-- Records to process follows --

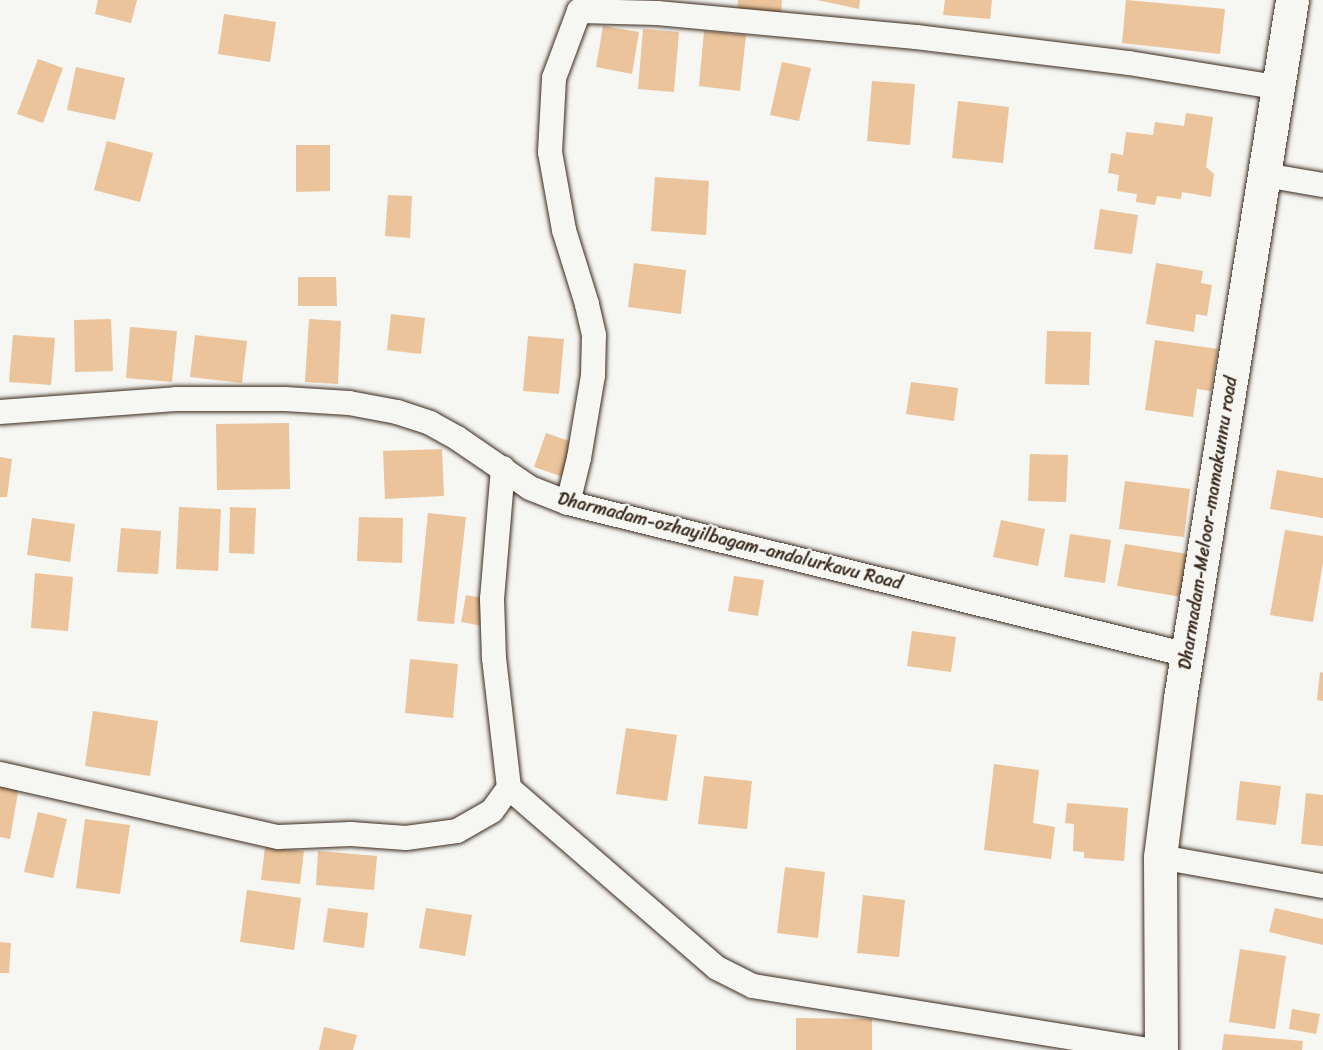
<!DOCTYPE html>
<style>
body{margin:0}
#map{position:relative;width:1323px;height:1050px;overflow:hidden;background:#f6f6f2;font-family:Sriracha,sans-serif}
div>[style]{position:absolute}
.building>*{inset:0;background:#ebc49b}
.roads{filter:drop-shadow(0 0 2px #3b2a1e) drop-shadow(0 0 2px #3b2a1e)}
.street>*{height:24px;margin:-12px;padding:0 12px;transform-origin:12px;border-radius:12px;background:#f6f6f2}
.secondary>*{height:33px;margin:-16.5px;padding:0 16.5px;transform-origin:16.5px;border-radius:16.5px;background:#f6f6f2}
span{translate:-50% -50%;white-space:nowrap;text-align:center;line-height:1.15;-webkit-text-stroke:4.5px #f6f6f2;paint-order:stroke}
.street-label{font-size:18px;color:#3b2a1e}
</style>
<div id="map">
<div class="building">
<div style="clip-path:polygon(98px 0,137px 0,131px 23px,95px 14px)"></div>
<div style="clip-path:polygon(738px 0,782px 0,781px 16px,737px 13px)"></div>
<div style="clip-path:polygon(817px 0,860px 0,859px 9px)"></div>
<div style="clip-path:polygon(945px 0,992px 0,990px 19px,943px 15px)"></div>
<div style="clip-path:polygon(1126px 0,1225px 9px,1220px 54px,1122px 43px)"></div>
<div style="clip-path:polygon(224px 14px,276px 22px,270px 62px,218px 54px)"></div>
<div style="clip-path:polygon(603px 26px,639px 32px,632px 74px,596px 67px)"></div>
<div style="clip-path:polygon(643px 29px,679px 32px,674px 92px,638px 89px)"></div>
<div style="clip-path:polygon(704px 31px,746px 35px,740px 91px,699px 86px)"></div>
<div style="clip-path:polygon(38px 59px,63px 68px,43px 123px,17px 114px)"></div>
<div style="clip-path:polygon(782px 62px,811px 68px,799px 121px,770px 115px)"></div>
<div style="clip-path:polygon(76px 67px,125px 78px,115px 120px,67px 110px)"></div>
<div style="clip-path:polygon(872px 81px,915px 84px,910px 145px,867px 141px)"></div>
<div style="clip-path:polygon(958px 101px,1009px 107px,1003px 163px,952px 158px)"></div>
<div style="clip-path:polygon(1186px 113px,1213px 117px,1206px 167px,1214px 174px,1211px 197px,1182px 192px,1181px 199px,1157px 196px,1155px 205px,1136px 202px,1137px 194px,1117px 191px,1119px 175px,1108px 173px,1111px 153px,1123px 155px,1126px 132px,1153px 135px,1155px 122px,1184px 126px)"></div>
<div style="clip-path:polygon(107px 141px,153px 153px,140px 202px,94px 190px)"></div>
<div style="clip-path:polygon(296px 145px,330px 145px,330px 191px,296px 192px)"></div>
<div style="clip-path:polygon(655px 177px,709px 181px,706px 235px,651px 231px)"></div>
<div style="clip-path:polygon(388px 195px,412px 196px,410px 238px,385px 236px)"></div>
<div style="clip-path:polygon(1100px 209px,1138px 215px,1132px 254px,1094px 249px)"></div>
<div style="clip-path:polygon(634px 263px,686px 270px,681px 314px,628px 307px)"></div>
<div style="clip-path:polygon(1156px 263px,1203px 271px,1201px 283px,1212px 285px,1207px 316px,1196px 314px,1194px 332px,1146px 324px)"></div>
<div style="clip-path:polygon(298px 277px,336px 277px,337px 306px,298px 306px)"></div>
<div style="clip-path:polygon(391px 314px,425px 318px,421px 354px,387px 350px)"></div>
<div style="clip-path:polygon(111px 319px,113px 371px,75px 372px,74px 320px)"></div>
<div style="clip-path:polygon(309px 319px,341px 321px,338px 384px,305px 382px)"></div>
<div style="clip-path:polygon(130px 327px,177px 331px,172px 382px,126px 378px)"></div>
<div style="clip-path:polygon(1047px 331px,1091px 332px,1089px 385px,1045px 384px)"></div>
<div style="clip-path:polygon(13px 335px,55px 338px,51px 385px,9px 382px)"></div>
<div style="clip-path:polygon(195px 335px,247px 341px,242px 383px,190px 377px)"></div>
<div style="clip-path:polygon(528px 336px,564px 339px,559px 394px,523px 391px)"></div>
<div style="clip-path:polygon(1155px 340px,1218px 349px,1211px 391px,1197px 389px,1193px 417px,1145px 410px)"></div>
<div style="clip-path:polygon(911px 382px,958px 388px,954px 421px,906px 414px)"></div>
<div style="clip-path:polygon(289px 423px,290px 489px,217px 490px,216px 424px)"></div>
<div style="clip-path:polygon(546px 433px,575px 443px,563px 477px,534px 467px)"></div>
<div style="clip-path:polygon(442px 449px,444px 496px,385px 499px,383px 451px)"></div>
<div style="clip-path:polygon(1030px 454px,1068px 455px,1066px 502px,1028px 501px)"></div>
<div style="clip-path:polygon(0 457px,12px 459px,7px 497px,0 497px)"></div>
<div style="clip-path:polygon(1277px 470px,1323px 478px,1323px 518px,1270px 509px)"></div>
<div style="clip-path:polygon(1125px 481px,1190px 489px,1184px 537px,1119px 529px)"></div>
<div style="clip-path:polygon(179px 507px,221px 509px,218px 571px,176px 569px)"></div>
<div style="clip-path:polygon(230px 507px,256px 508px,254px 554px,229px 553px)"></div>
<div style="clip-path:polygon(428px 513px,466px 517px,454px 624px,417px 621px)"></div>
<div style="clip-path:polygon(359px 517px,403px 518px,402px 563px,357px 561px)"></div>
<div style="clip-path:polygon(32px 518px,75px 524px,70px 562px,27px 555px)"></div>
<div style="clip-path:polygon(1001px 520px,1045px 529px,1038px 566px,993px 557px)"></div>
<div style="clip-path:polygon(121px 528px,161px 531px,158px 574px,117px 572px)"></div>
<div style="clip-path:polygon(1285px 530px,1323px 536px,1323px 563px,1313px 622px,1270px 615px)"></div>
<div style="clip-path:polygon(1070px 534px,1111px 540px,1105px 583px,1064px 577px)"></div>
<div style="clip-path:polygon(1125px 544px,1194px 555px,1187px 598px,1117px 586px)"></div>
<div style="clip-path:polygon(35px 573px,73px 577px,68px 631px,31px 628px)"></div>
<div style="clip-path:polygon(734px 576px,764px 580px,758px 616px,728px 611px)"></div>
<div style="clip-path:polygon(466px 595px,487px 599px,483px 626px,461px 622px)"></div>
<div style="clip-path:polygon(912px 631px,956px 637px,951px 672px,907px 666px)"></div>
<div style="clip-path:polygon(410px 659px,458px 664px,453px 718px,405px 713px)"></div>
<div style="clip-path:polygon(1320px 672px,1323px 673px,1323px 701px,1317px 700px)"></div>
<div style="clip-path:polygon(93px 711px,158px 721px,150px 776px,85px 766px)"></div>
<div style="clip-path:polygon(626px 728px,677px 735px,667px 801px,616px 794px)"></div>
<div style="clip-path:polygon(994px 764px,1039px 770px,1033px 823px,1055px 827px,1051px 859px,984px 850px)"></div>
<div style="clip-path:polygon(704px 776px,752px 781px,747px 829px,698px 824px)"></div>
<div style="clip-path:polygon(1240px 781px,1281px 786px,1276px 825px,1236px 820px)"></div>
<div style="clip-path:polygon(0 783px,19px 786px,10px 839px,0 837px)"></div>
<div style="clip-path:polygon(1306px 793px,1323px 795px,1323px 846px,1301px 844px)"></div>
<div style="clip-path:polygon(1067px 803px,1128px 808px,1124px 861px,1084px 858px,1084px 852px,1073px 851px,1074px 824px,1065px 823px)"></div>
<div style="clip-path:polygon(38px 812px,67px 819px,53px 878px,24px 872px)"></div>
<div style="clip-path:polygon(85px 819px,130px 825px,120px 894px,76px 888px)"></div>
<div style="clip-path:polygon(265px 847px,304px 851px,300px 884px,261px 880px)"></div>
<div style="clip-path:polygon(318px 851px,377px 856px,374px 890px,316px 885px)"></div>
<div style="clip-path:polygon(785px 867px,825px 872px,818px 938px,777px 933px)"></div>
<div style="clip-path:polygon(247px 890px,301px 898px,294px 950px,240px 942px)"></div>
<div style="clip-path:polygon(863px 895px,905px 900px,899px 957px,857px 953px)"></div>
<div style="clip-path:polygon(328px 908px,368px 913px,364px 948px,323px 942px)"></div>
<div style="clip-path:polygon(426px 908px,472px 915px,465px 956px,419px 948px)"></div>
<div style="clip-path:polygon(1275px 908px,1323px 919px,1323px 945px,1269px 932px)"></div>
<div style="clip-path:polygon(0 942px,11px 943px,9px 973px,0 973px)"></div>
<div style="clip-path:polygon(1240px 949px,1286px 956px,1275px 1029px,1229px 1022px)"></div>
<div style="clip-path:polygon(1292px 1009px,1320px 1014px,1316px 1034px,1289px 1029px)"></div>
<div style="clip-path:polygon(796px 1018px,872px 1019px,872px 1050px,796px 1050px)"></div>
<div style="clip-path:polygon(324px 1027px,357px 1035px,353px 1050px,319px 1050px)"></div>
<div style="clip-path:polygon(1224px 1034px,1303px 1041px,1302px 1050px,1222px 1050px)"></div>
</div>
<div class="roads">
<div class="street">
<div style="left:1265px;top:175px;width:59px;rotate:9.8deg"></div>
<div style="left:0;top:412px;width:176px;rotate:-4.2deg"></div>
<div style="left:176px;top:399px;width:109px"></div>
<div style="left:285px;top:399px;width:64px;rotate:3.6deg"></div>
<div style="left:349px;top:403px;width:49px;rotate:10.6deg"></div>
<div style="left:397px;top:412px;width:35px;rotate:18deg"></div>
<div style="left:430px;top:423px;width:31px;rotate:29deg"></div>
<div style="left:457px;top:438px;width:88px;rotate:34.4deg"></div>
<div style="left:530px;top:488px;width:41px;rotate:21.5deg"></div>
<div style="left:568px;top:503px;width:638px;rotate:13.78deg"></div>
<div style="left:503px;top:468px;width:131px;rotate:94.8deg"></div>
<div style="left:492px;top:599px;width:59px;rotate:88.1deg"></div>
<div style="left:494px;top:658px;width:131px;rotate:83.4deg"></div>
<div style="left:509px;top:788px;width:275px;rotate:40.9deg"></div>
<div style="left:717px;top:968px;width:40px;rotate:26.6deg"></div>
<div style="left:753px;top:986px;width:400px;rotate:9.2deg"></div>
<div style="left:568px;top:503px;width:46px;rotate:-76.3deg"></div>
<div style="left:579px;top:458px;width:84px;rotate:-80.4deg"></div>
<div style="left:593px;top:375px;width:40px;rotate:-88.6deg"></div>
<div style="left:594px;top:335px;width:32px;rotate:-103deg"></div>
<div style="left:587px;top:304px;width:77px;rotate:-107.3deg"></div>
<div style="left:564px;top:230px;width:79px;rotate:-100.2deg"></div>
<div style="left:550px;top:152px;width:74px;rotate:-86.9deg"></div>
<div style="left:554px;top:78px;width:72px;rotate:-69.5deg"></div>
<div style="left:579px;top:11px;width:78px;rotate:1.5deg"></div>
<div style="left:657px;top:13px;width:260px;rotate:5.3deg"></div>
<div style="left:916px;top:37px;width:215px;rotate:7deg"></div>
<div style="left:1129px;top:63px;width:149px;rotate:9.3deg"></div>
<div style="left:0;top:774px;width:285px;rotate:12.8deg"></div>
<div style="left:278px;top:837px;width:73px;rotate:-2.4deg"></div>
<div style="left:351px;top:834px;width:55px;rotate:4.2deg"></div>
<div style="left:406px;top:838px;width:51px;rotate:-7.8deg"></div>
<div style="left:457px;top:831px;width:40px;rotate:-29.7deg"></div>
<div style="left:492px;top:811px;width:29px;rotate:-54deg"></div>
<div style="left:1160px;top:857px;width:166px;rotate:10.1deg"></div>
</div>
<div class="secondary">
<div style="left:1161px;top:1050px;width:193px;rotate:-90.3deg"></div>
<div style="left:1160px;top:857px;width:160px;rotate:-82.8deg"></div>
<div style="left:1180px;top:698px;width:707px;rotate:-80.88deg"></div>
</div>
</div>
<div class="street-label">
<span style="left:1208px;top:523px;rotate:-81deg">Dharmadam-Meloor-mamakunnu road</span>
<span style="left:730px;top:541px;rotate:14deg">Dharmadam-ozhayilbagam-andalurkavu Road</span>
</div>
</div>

-- Records to process concluded --

▶ **Assigned task**
Print the entries as they stand, first line through the line holding "2px #3b2a1e) drop-shadow(0", with every picture removed.

▶ **Response**
<!DOCTYPE html>
<style>
body{margin:0}
#map{position:relative;width:1323px;height:1050px;overflow:hidden;background:#f6f6f2;font-family:Sriracha,sans-serif}
div>[style]{position:absolute}
.building>*{inset:0;background:#ebc49b}
.roads{filter:drop-shadow(0 0 2px #3b2a1e) drop-shadow(0 0 2px #3b2a1e)}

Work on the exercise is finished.